Era uno de esos días en los que te mueres del asco y no sabes que hacer. El tiempo pasa de forma lenta y pausada mientras miras el reloj deseando que pase algo que te dé un vuelco al corazón. Pero es evidente, nunca acaba pasando nada, salvo más y más tiempo, más y más lento.

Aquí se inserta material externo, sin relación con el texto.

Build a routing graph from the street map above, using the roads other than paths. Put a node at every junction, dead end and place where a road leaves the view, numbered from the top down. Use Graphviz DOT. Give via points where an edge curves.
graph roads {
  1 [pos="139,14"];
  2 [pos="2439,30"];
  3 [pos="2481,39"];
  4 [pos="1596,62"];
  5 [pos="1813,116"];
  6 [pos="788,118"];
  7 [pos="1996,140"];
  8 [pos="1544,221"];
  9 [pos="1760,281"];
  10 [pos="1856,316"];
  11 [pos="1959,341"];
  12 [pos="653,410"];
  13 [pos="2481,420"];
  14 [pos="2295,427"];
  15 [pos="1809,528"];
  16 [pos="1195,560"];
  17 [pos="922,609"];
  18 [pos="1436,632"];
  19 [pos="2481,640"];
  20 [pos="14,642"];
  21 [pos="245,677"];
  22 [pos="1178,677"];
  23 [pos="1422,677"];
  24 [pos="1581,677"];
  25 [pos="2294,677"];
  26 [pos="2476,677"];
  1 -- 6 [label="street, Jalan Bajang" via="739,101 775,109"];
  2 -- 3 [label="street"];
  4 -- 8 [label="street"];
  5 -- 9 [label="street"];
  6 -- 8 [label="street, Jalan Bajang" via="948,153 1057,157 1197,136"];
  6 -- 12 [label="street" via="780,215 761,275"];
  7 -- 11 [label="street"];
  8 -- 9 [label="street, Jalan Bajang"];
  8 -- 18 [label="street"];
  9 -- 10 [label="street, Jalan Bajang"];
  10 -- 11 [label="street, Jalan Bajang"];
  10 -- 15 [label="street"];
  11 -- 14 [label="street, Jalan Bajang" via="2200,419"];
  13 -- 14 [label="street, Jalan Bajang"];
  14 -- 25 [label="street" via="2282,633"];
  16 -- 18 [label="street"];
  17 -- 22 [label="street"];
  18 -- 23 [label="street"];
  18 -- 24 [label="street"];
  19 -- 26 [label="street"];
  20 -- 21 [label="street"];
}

Noté que las horas más lentas de mi vida estaban pasando, y recordé que tenía que trabajar en la academia. Nunca me hará tanta ilusión un trabajo como me hizo aquel en ese mugriento día. De todos modos salí de casa antes de tiempo, como si me sobrase. Llovía bastante, y las gotas de agua estaban bien cargadas. Una de ellas, gorda como el viejo de los regalos, se me metió dentro de la ropa, y pude sentir el escalofrío en mi pecho, frío y breve. Pero tan pronto como vino, se secó.

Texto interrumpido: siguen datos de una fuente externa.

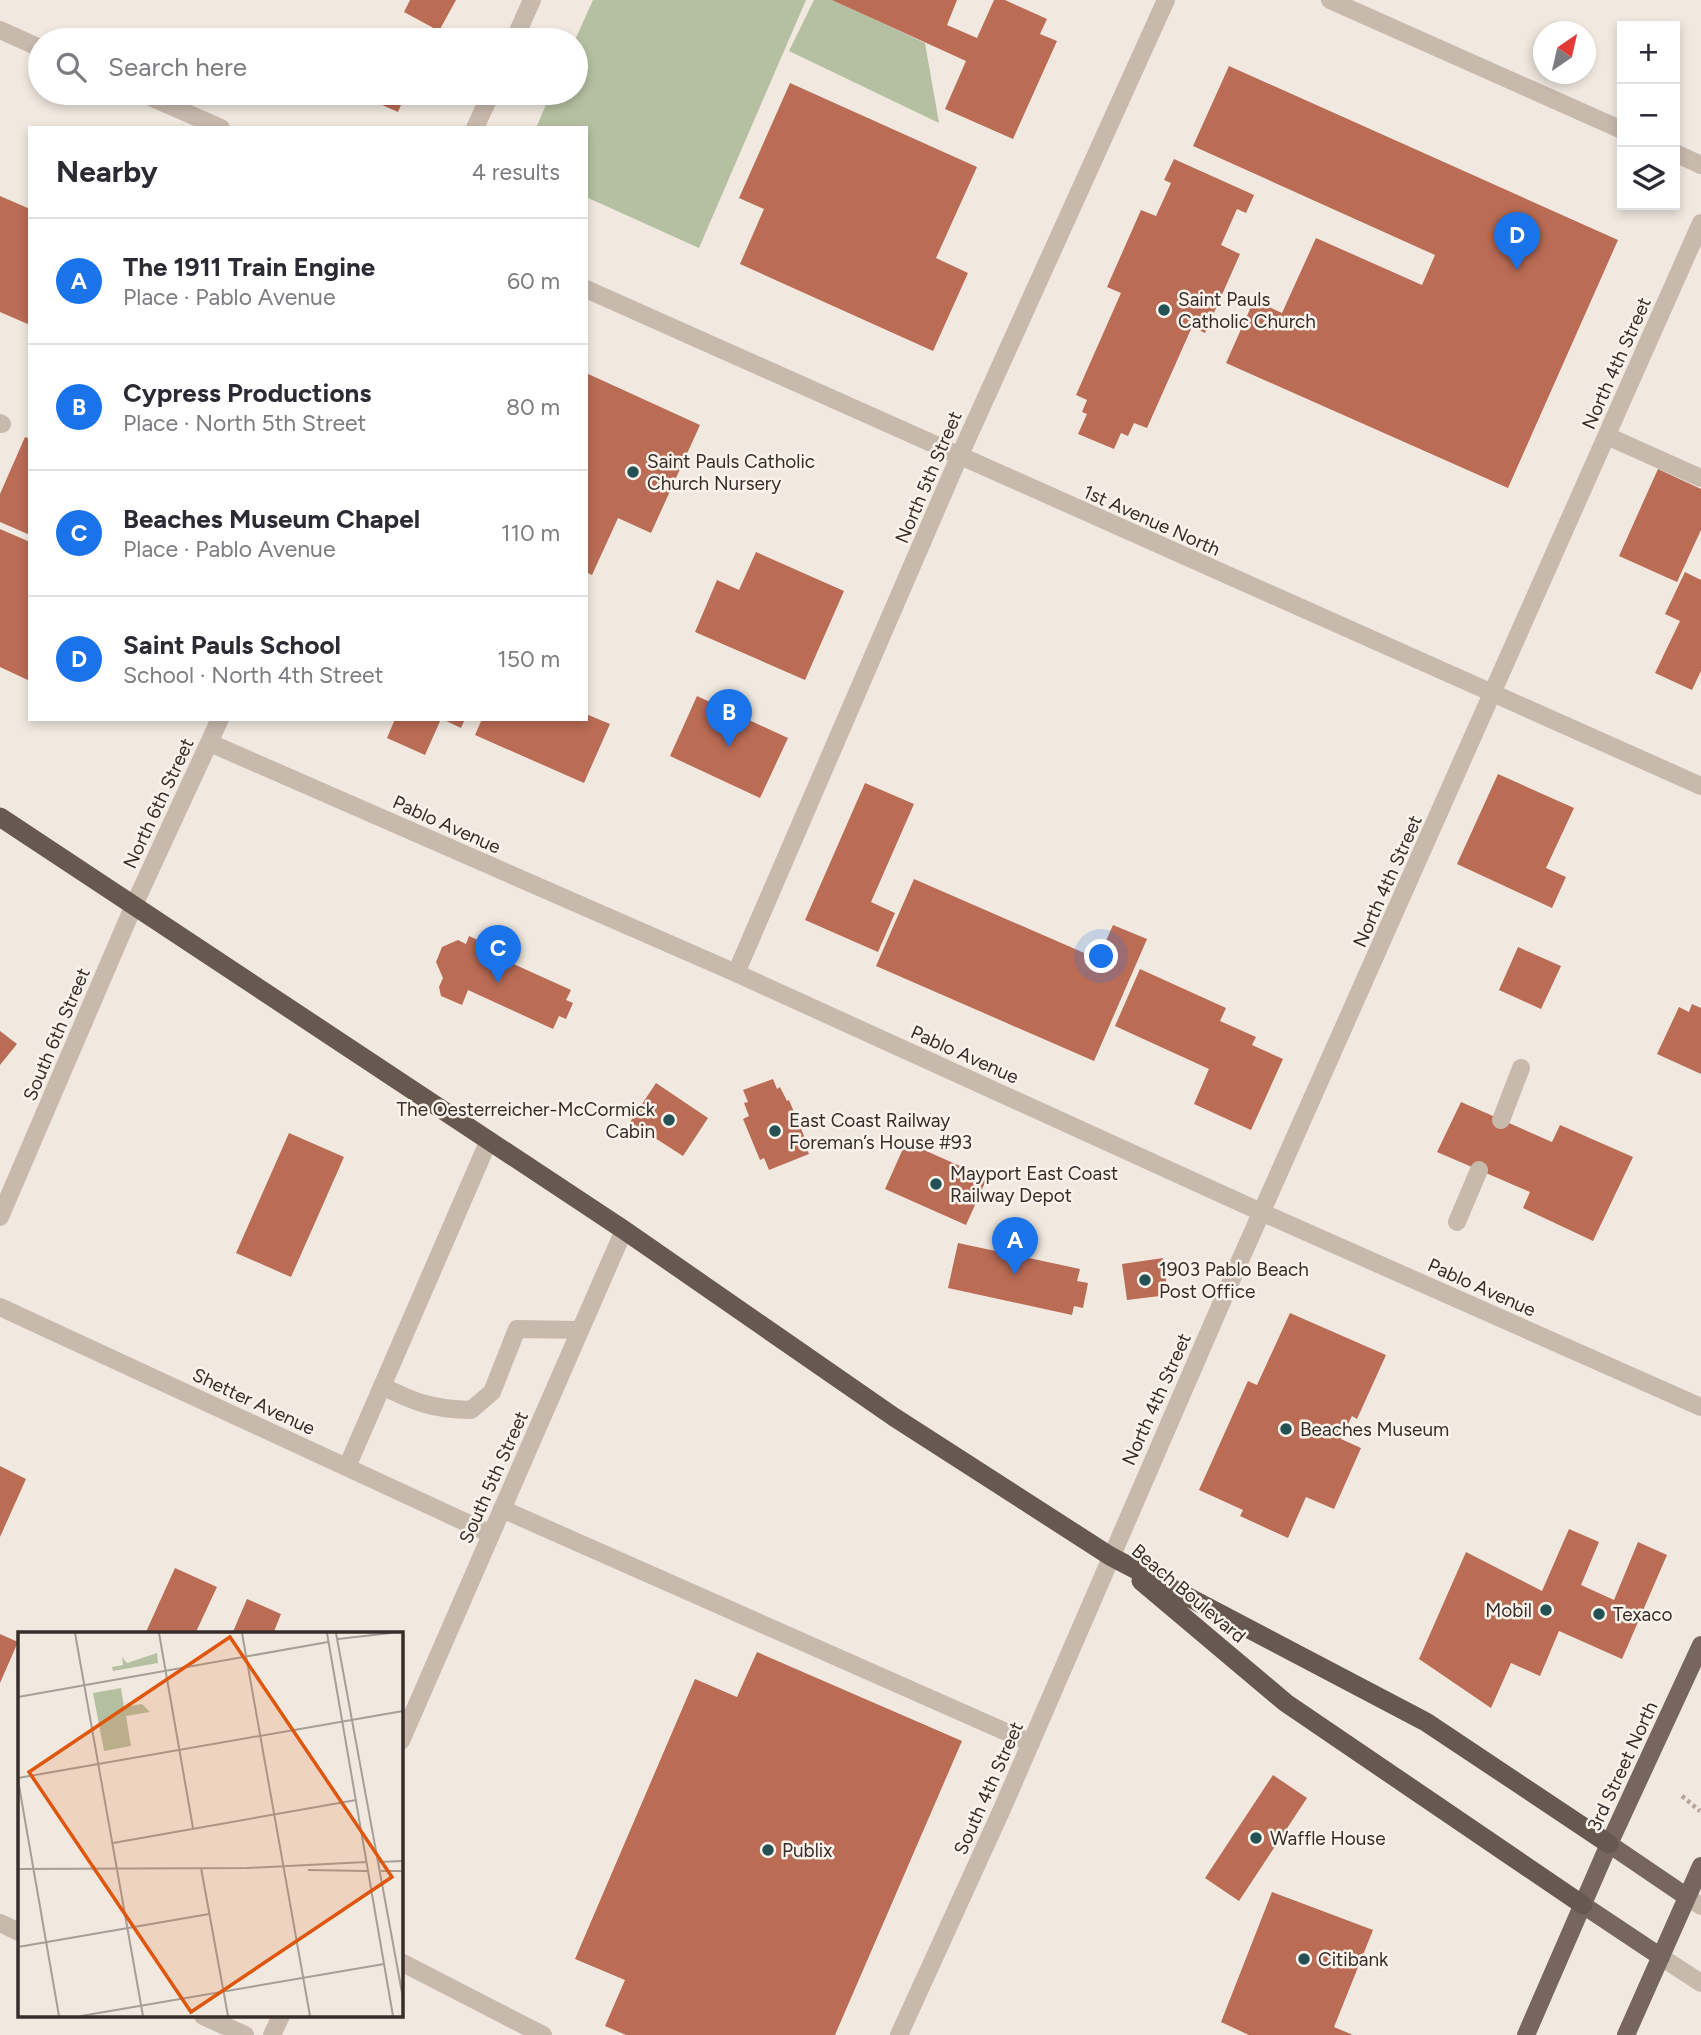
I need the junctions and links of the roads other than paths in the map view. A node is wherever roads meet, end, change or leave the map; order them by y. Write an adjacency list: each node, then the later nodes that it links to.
1 (532, 0): 4 (street)
2 (1166, 0): 17 (street, North 5th Street)
3 (1330, 0): 11 (street)
4 (519, 28)
5 (0, 30): 6 (street)
6 (28, 43)
7 (168, 105): 9 (street)
8 (486, 105): 10 (street)
9 (216, 126)
10 (476, 126)
11 (1617, 128)
12 (1680, 155): 13 (street)
13 (1701, 165)
14 (1701, 223): 16 (street, North 4th Street)
15 (588, 290): 17 (street, 1st Avenue North)
16 (1607, 436): 18 (street); 19 (street, North 4th Street)
17 (959, 457): 19 (street, 1st Avenue North); 25 (street, North 5th Street)
18 (1701, 478)
19 (1492, 694): 22 (street, 1st Avenue North); 30 (street, North 4th Street)
20 (219, 721): 21 (street, North 6th Street)
21 (210, 743): 24 (street, North 6th Street); 25 (street, Pablo Avenue)
22 (1701, 786)
23 (0, 817): 24 (highway)
24 (134, 905): 28 (highway); 31 (street, South 6th Street)
25 (736, 973): 30 (street, Pablo Avenue)
26 (1521, 1068): 27 (street)
27 (1501, 1120)
28 (489, 1140): 33 (highway); 36 (street)
29 (1479, 1170): 32 (street)
30 (1261, 1212): 37 (street, Pablo Avenue); 41 (street, North 4th Street)
31 (0, 1217)
32 (1457, 1222)
33 (624, 1230): 35 (street, South 5th Street); 41 (highway)
34 (0, 1307): 38 (street, Shetter Avenue)
35 (580, 1330): 36 (street); 39 (street, South 5th Street)
36 (382, 1386): 38 (street)
37 (1701, 1407)
38 (347, 1467): 40 (street, Shetter Avenue)
39 (502, 1508): 40 (street, South 5th Street); 44 (street)
40 (491, 1534): 43 (street, South 5th Street)
41 (1110, 1556): 44 (street, South 4th Street); 45 (highway, Beach Boulevard); 48 (highway, Beach Boulevard)
42 (1701, 1645): 45 (main road, 3rd Street North)
43 (402, 1739)
44 (1031, 1743): 59 (street, South 4th Street)
45 (1609, 1844): 47 (main road, Beach Boulevard); 48 (main road, 3rd Street North)
46 (1701, 1866): 47 (main road)
47 (1694, 1901): 51 (main road)
48 (1583, 1905): 51 (main road, Beach Boulevard); 60 (main road, 3rd Street North)
49 (0, 1923): 50 (street)
50 (18, 1932)
51 (1661, 1957): 53 (street, Beach Boulevard); 61 (main road)
52 (402, 1963): 56 (street)
53 (1701, 1983)
54 (207, 2018): 57 (street)
55 (280, 2018): 58 (street)
56 (541, 2034)
57 (245, 2035)
58 (272, 2035)
59 (899, 2035)
60 (1526, 2035)
61 (1626, 2035)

Cuando llegué a la academia me abrió la otra chica, esa que nunca habla conmigo, solo con esos pequeños monstruitos que tantos quebraderos de cabeza dan. La profesora estaba dentro, y oí una voz infantil preguntar con ansia si la que llegaba era Sabela.
Me hice paso entre los abrigos hacia la clase, dejando mi violín apoyado en una mesita en el recibidor, y cuando llegué vi unos pequeños ojos saltones que me miraban desde abajo, sonriendo tímidamente. La profesora me dijo que Ana tenía algo para mí, y que me lo quería enseñar ya, había esperado demasiado y con mucha impaciencia.
Ana me cogió de la mano y me llevó al recibidor, y encima de la mesita donde había apoyado a mi querido compañero de viaje había una hoja seca de árbol muy grande. Ana la cogió y me la puso en la mano. Fué entonces cuando me di cuenta de lo mucho que me gustan los pequeños detalles de la vida, porque al final lo que solemos recordar es anecdótico, al menos en mi caso.
Y así fué como mi fatal día mejoró súbitamente.